Dataset items

◇ ◇ ◇ ◇ ◇

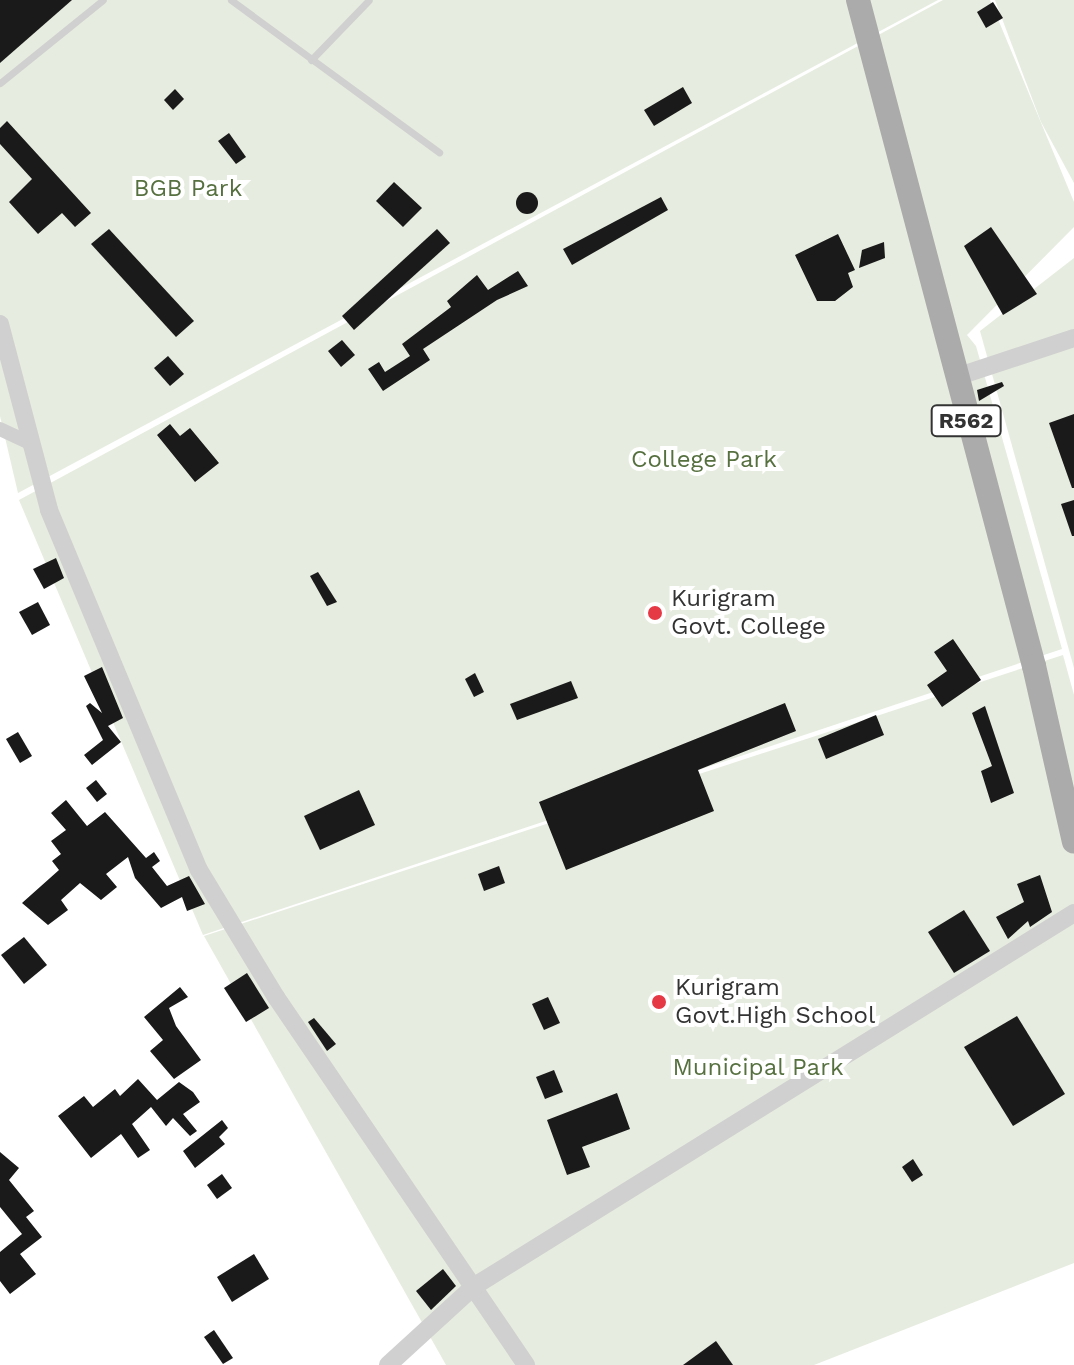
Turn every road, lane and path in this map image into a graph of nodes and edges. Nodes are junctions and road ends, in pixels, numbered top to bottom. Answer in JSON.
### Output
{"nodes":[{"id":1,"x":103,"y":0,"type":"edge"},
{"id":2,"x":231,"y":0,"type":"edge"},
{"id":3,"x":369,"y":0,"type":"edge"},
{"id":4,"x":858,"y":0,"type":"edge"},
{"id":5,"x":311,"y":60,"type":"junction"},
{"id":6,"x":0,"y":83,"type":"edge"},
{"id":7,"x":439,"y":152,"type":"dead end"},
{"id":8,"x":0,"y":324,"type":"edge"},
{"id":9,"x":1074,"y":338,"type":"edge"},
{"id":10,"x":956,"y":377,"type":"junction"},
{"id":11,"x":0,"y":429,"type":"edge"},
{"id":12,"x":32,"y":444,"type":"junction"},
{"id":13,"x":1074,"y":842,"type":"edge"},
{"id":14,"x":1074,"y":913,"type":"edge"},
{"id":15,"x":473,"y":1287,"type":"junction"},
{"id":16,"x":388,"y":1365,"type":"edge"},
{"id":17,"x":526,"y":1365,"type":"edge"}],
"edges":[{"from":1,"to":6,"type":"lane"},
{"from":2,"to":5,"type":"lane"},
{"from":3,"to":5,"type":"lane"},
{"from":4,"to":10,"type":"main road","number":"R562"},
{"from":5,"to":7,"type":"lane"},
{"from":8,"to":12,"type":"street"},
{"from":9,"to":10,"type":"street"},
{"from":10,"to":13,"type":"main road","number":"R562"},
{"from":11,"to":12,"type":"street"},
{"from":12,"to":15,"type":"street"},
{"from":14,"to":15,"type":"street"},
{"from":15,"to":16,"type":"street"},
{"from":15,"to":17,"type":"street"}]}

◇ ◇ ◇ ◇ ◇

Drop the images and copy all the data exactly.

» **Task answer**
Turn every road, lane and path in this map image into a graph of nodes and edges. Nodes are junctions and road ends, in pixels, numbered top to bottom. Answer in JSON.
### Output
{"nodes":[{"id":1,"x":103,"y":0,"type":"edge"},
{"id":2,"x":231,"y":0,"type":"edge"},
{"id":3,"x":369,"y":0,"type":"edge"},
{"id":4,"x":858,"y":0,"type":"edge"},
{"id":5,"x":311,"y":60,"type":"junction"},
{"id":6,"x":0,"y":83,"type":"edge"},
{"id":7,"x":439,"y":152,"type":"dead end"},
{"id":8,"x":0,"y":324,"type":"edge"},
{"id":9,"x":1074,"y":338,"type":"edge"},
{"id":10,"x":956,"y":377,"type":"junction"},
{"id":11,"x":0,"y":429,"type":"edge"},
{"id":12,"x":32,"y":444,"type":"junction"},
{"id":13,"x":1074,"y":842,"type":"edge"},
{"id":14,"x":1074,"y":913,"type":"edge"},
{"id":15,"x":473,"y":1287,"type":"junction"},
{"id":16,"x":388,"y":1365,"type":"edge"},
{"id":17,"x":526,"y":1365,"type":"edge"}],
"edges":[{"from":1,"to":6,"type":"lane"},
{"from":2,"to":5,"type":"lane"},
{"from":3,"to":5,"type":"lane"},
{"from":4,"to":10,"type":"main road","number":"R562"},
{"from":5,"to":7,"type":"lane"},
{"from":8,"to":12,"type":"street"},
{"from":9,"to":10,"type":"street"},
{"from":10,"to":13,"type":"main road","number":"R562"},
{"from":11,"to":12,"type":"street"},
{"from":12,"to":15,"type":"street"},
{"from":14,"to":15,"type":"street"},
{"from":15,"to":16,"type":"street"},
{"from":15,"to":17,"type":"street"}]}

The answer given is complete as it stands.